Integrated Multi-Task Learning Framework for Groundwater Nitrate and Ammonium Prediction in Odense, Denmark

Groundwater quality is a critical concern in agricultural regions, where nitrate contamination poses environmental and health risks, and ammonium levels play a pivotal role in nitrogen cycling processes. This study introduces a multi-task learning (MTL) framework designed to jointly predict nitrate and ammonium levels in groundwater, addressing the interdependencies between these variables. Conducted in Odense, Denmark, the study leverages spatial and temporal data, including hydrological, environmental, and anthropogenic variables, alongside land-use maps. The MTL approach outperforms traditional single-task models by capturing shared environmental and hydrological variables.
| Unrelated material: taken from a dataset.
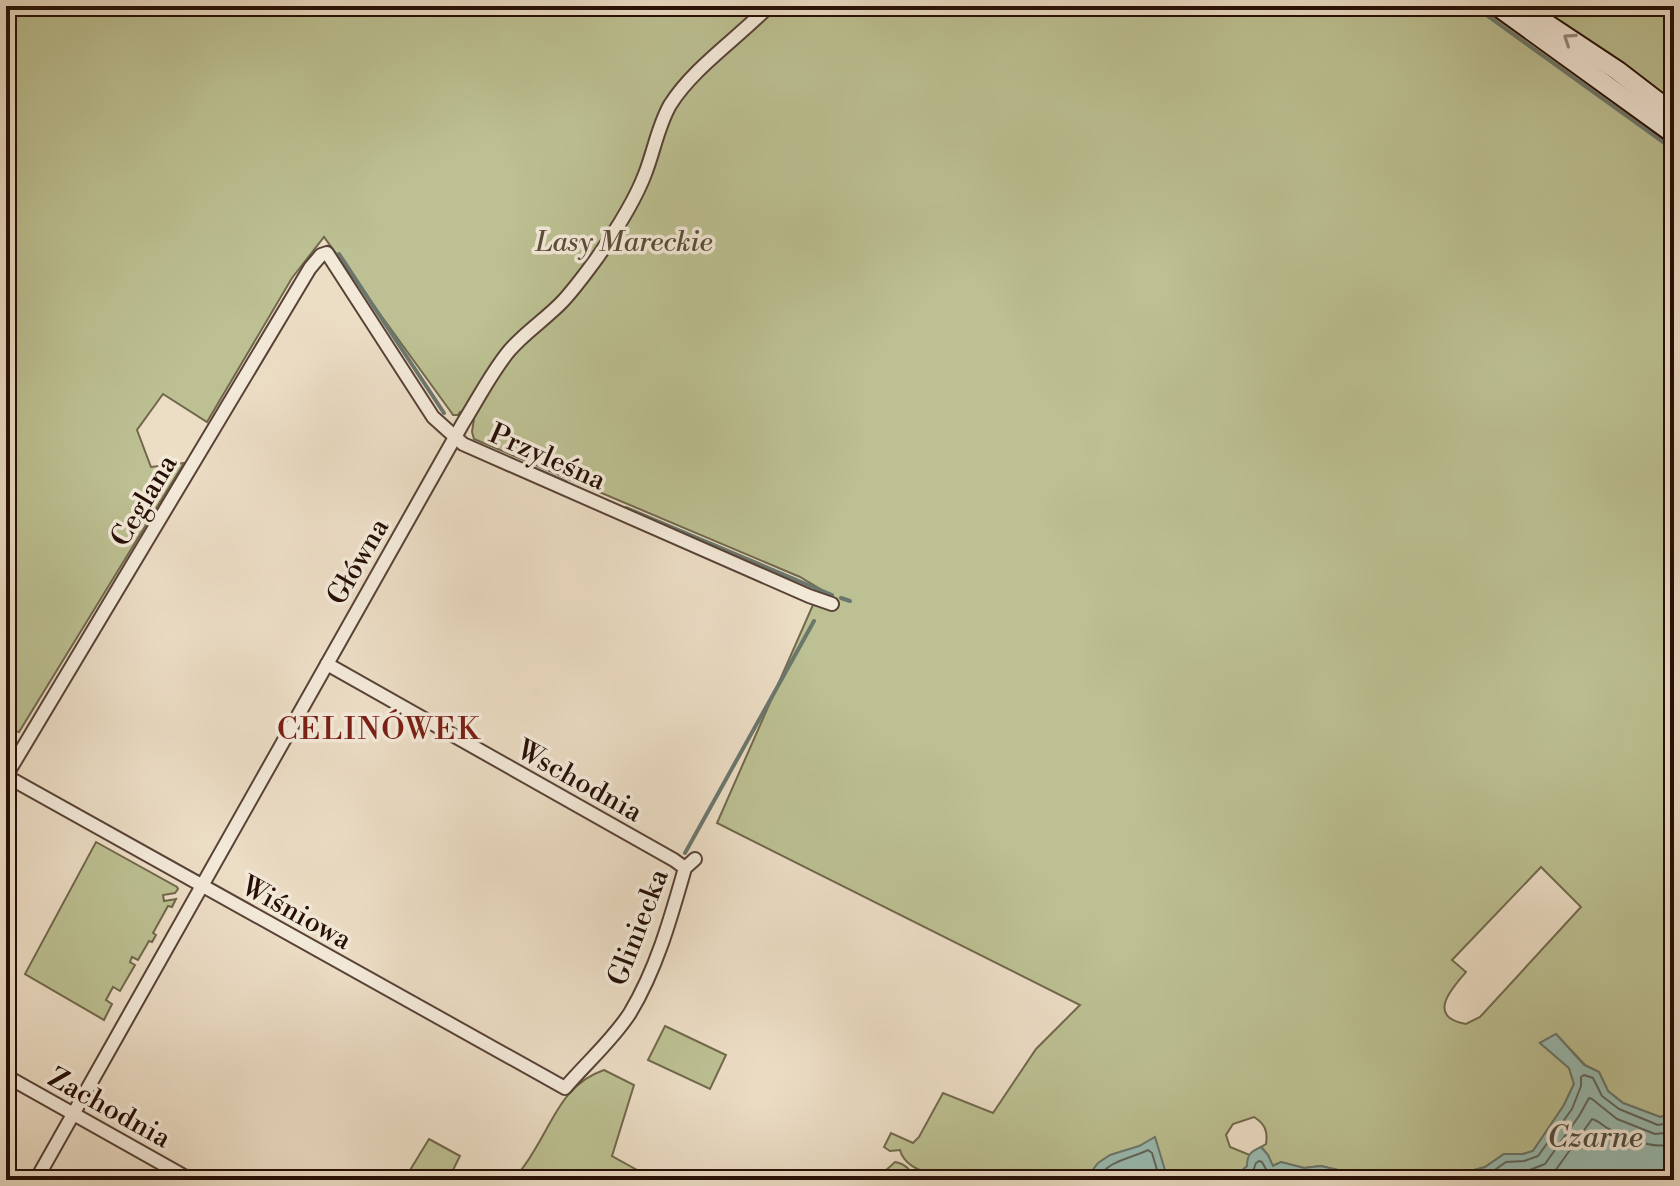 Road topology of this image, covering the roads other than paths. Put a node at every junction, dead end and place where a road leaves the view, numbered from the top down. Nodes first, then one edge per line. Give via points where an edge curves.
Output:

By sharing information across tasks, the model identifies overlapping spatial, enabling robust predictions even in data-scarce scenarios. Additionally, the shared layers of the MTL model reduce overfitting, improving generalizability and providing deeper insights into the drivers of groundwater quality. The dataset used in this study includes geospatial nitrate and ammonium measurements, which were modeled alongside predictor variables such as land use, soil characteristics, and topographical variables. Model evaluation metrics demonstrated the superiority of the MTL approach, with increased accuracy, R², and reduced root mean squared error (RMSE) compared to separate models. The results highlight the potential of MTL to improve predictions and foster integrated groundwater management strategies. This study underscores the importance of advanced machine learning techniques in environmental modeling, showcasing a novel approach to jointly predict interrelated water quality variables.